S.P.O.N. - Der Schwarze Kanal Was Alexander Gauland uns sagen will


Alexander Gauland
Foto: Ralf Hirschberger/ dpaAlexander Gauland hat dem SPIEGEL ein Interview gegeben. Es ging, wie so oft bei ihm, um die Frage, wer zu Deutschland gehört und wer nicht. Oder, um gaulandsche Termini zu benutzen: Welche Menschen so "raum- und kulturfremd" sind, dass man sich ein gedeihliches Zusammenleben mit ihnen nur schwer vorstellen kann. Diesmal lief ein Aufnahmegerät, man kann sich also auf die Authentizität des Gesagten verlassen.
Dass er kein Rassist sei, ja dass er Rassismus grundsätzlich ablehne, steht am Anfang. Es ist eine Selbstbeschreibung, die nicht schon deshalb unwahr wird, weil man anderes vermutet. Gauland hat sofort in Abrede gestellt, sich beleidigend oder fremdenfeindlich geäußert zu haben, als er im Gespräch mit der "FAS" die nachbarschaftliche Akzeptanz des Fußballspielers Jérôme Boateng in Zweifel zog. Auch im SPIEGEL beharrt er darauf, es habe sich um ein Missverständnis gehandelt. Man habe ihm den Namen Boateng vor die Füße gelegt, und er sei darüber gestolpert.
Man muss bei Gauland genau hinhören. Er hat eine unnachahmliche Begabung, noch bei den größten Ungeheuerlichkeiten so zu wirken, als sei er darüber genauso bekümmert wie seine Kritiker. Um zu verstehen, was Gauland sagen will, empfiehlt sich ein Verfahren, das man aus der Literaturwissenschaft als Dekonstruktion kennt. Man muss seine Sätze nicht deuten, um einen geheimen Sinn zu entschlüsseln - man muss sie im Gegenteil wörtlich nehmen.
In einer ersten Erklärung hat der stellvertretende AfD-Vorsitzende vergangene Woche davon gesprochen, er habe seinen Satz über den Nationalspieler Boateng unmöglich als Beleidigung meinen können, da ihm dessen "gelungene Integration" aus Berichten bekannt sei. Gauland benutzt eine ähnliche Formulierung im Gespräch mit dem SPIEGEL, als er auf "die vielen klugen Fernsehjournalistinnen" mit einem "türkischen oder iranischen Namen" zu sprechen kommt, die seien, wie er sich ausdrückt, "in einer Weise integriert, dass wir darüber gar nicht reden müssen."

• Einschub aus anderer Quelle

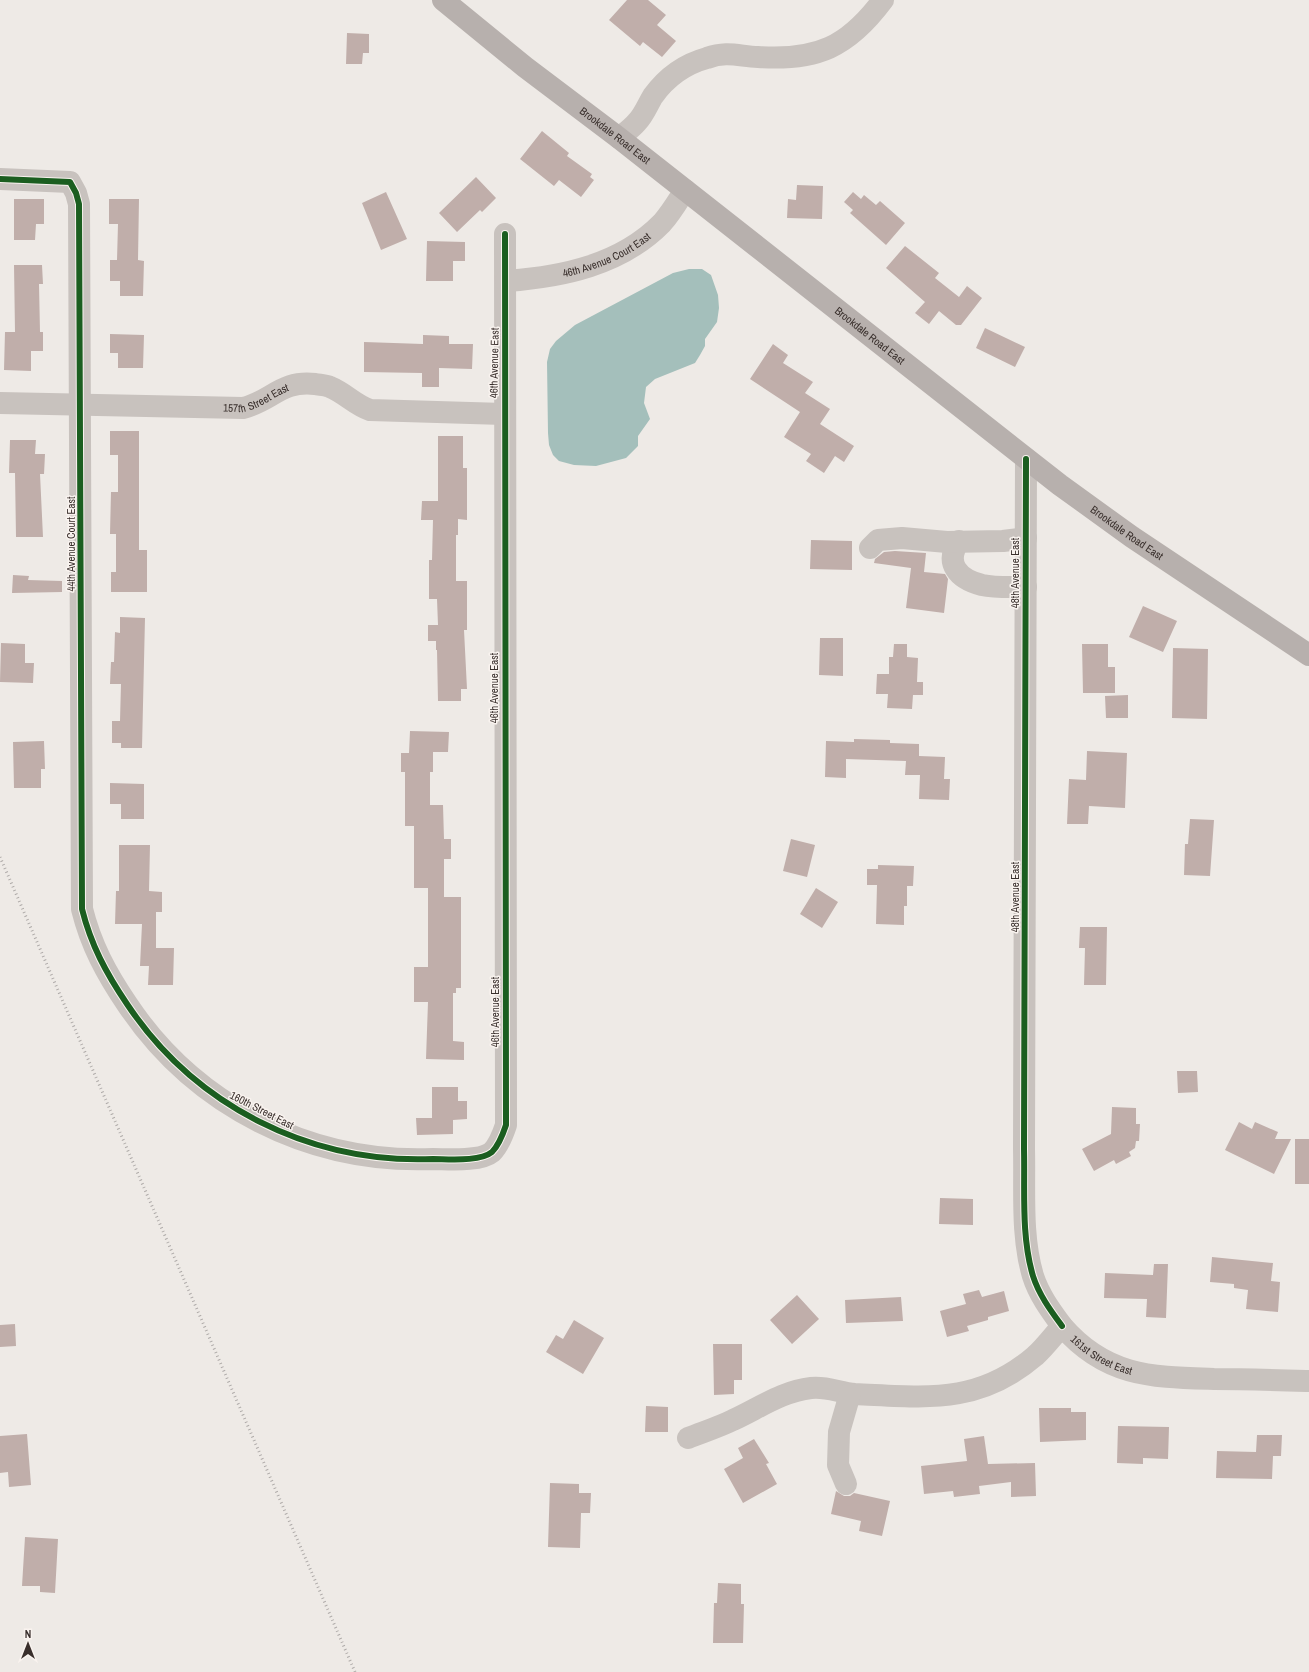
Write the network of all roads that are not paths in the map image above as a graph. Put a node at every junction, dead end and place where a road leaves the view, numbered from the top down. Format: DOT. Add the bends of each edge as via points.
graph roads {
  1 [pos="443,0"];
  2 [pos="883,0"];
  3 [pos="619,138"];
  4 [pos="0,179"];
  5 [pos="685,190"];
  6 [pos="504,234"];
  7 [pos="506,281"];
  8 [pos="0,402"];
  9 [pos="80,403"];
  10 [pos="504,414"];
  11 [pos="1026,459"];
  12 [pos="1026,538"];
  13 [pos="959,541"];
  14 [pos="870,548"];
  15 [pos="1026,587"];
  16 [pos="1309,655"];
  17 [pos="82,909"];
  18 [pos="499,1140"];
  19 [pos="1062,1326"];
  20 [pos="1309,1381"];
  21 [pos="850,1394"];
  22 [pos="688,1438"];
  23 [pos="846,1484"];
  1 -- 3 [label="main road, Brookdale Road East" via="525,67"];
  2 -- 3 [label="street" via="868,21 850,37 824,51 785,57 757,57 732,53 706,58 683,68 667,80 654,95 638,122"];
  3 -- 5 [label="main road, Brookdale Road East"];
  4 -- 9 [label="street, 44th Avenue Court East" via="70,182 76,193 80,216"];
  5 -- 7 [label="street, 46th Avenue Court East" via="662,223 630,249 584,270 541,279"];
  5 -- 11 [label="main road, Brookdale Road East"];
  6 -- 7 [label="street, 46th Avenue East"];
  7 -- 10 [label="street, 46th Avenue East"];
  8 -- 9 [label="street, 157th Street East"];
  9 -- 10 [label="street, 157th Street East" via="243,408 260,402 287,386 308,383 328,386 370,410"];
  9 -- 17 [label="street, 44th Avenue Court East"];
  10 -- 18 [label="street, 46th Avenue East" via="506,1126"];
  11 -- 12 [label="street, 48th Avenue East"];
  11 -- 16 [label="main road, Brookdale Road East" via="1132,536"];
  12 -- 13 [label="street"];
  12 -- 15 [label="street, 48th Avenue East"];
  13 -- 14 [label="street" via="902,538 878,540"];
  13 -- 15 [label="street" via="953,550 952,559 954,569 962,576 981,585"];
  15 -- 19 [label="street, 48th Avenue East" via="1024,1149 1027,1244 1034,1277 1044,1300"];
  17 -- 18 [label="street, 160th Street East" via="88,934 99,959 138,1021 189,1075 223,1102 308,1142 329,1149 372,1156 416,1160 480,1158 491,1152"];
  19 -- 20 [label="street, 161st Street East" via="1073,1339 1093,1354 1137,1373 1164,1377"];
  19 -- 21 [label="street, 161st Street East" via="1037,1355 1015,1372 991,1385 967,1393 925,1397"];
  21 -- 22 [label="street, 161st Street East" via="824,1387 790,1392 732,1421"];
  21 -- 23 [label="street" via="839,1432 838,1465"];
}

"Viele, kluge Fernsehjournalistinnen"
Integration ist hier das zentrale Wort. Es soll kalmierend wirken und alle Zweifel an der Lauterkeit des Sprechenden zerstreuen. Tatsächlich ist das Wort ein Begriff, der wie eine Falltür funktioniert. Was selbstverständlich klingt, eröffnet einen schwarzen Raum der Fragen, wenn man anfängt, darüber nachzudenken, was gemeint sein könnte.
Jérôme Boateng ist in Berlin geboren. Er hat immer die deutsche Staatsangehörigkeit besessen, Deutsch ist seine Muttersprache. Gleiches gilt für die ZDF-Moderatorin Dunja Hayali, auf die sich Gauland in seinem Satz über die "vielen, klugen Fernsehjournalistinnen" bezieht. Aber offenbar reicht das nicht, um als Deutscher durchzugehen. Folgt man dem AfD-Vorsitzenden in seinen Gedankengängen, wird dazu eine weitere Leistung erwartet, eine Integrationsleistung eben. Dass die Staatsangehörigkeit allein noch keinen echten Deutschen macht, sagt Gauland selber: "Indem ich einen deutschen Pass habe, bin ich noch kein Deutscher."

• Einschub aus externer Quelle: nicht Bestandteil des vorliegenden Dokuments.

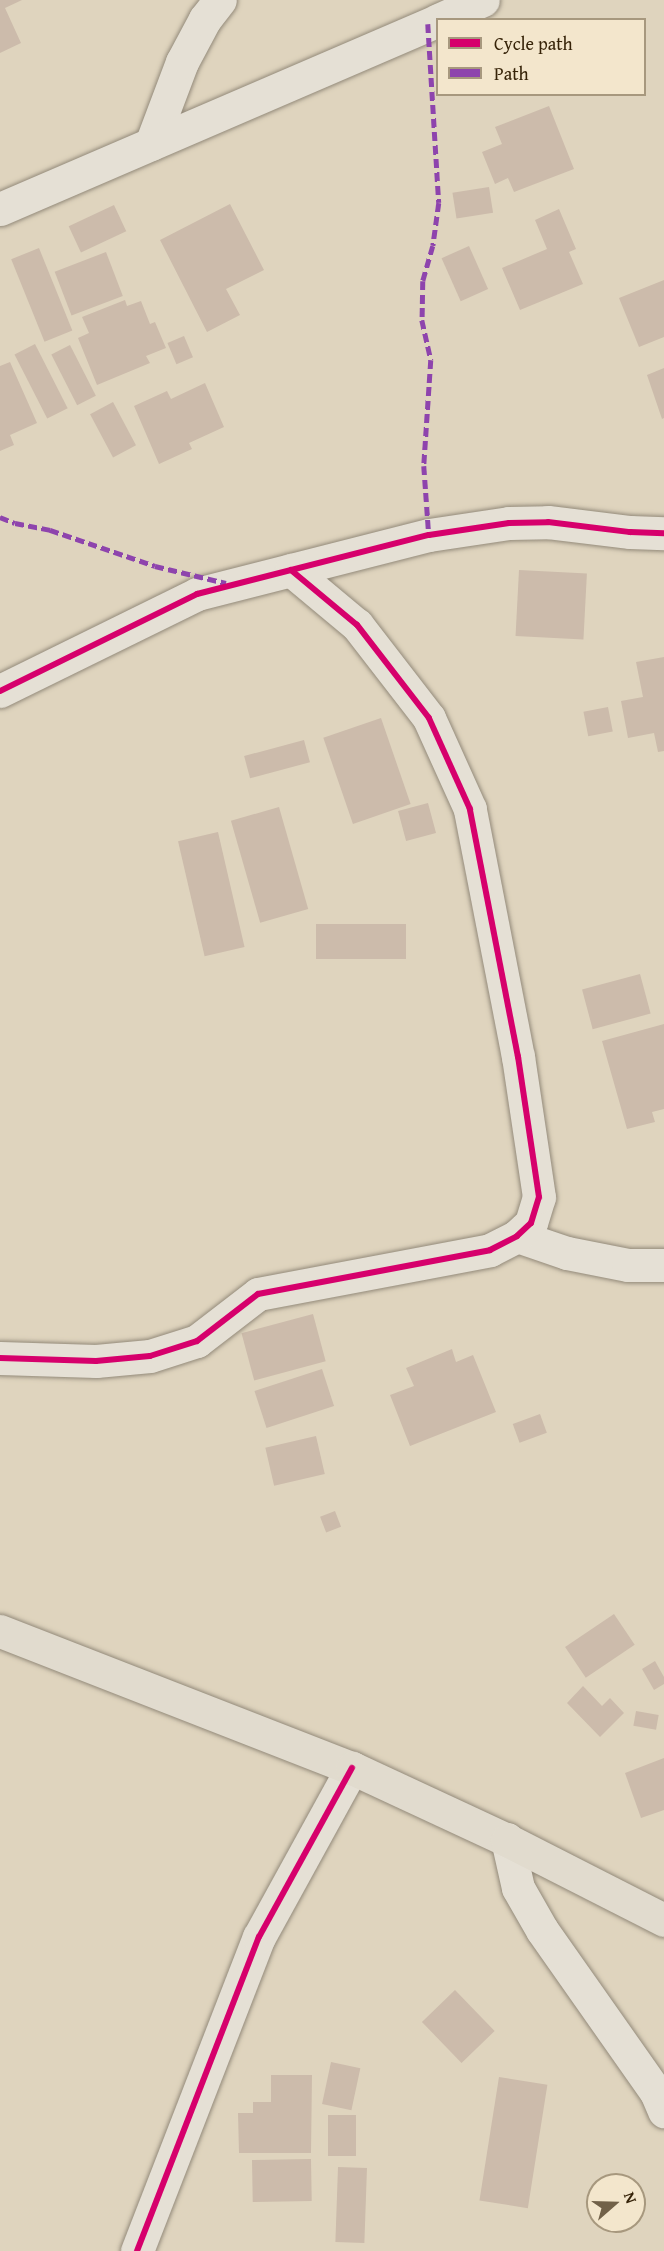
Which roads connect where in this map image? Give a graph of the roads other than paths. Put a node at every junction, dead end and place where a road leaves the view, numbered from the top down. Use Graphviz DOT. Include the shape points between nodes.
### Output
graph roads {
  1 [pos="220,0"];
  2 [pos="483,0"];
  3 [pos="442,18"];
  4 [pos="436,21"];
  5 [pos="151,144"];
  6 [pos="0,209"];
  7 [pos="664,532"];
  8 [pos="291,570"];
  9 [pos="0,691"];
  10 [pos="517,1236"];
  11 [pos="664,1265"];
  12 [pos="0,1358"];
  13 [pos="0,1631"];
  14 [pos="352,1768"];
  15 [pos="507,1839"];
  16 [pos="664,1920"];
  17 [pos="664,2111"];
  18 [pos="137,2251"];
  1 -- 5 [label="street" via="182,62"];
  2 -- 3 [label="street"];
  4 -- 5 [label="street"];
  5 -- 6 [label="street"];
  7 -- 8 [label="street" via="548,522 509,523 429,535"];
  8 -- 9 [label="street" via="197,594"];
  8 -- 10 [label="street" via="357,625 429,718 470,809 518,1057 539,1197 531,1223"];
  10 -- 11 [label="street" via="541,1246 628,1265"];
  10 -- 12 [label="street" via="490,1250 258,1294 197,1341 150,1356 96,1362"];
  13 -- 14 [label="main road"];
  14 -- 15 [label="main road"];
  14 -- 18 [label="street" via="259,1936"];
  15 -- 16 [label="main road"];
  15 -- 17 [label="street" via="518,1888 527,1905 656,2092"];
}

Wie könnte die Integration aussehen, die aus einem zufälligen einen echten Deutschen macht? Eine Möglichkeit wäre, dass man durch sein Handeln erkennen lässt, wie sehr man sich zur gemeinsamen Kultur bekennt, also zu den Werten und Tugenden, die man im weitesten Sinne mit dem Deutschsein verbindet. In der AfD ist viel von Kultur die Rede. Gauland verweist regelmäßig auf den europäischen Kulturraum, in dem er sich heimisch fühlt.
Den Lebensstil zum eigentlichen Definitionsmerkmal des Deutschen zu machen, ist allerdings eine zweischneidige Sache. Wenn die Anerkennung von Tugenden wie Fleiß, Pünktlichkeit und Ordnungsliebe das entscheidende Kriterium ist, um als Kerndeutscher zu gelten, dürften auch Teile der deutschen Unterschicht als nicht wirklich integriert gelten. Wer nicht einmal in der Lage ist, seinen Kindern zum Frühstück ein Butterbrot zu schmieren, von dem wird man kaum sagen können, dass er die hiesige Leitkultur verinnerlicht hat.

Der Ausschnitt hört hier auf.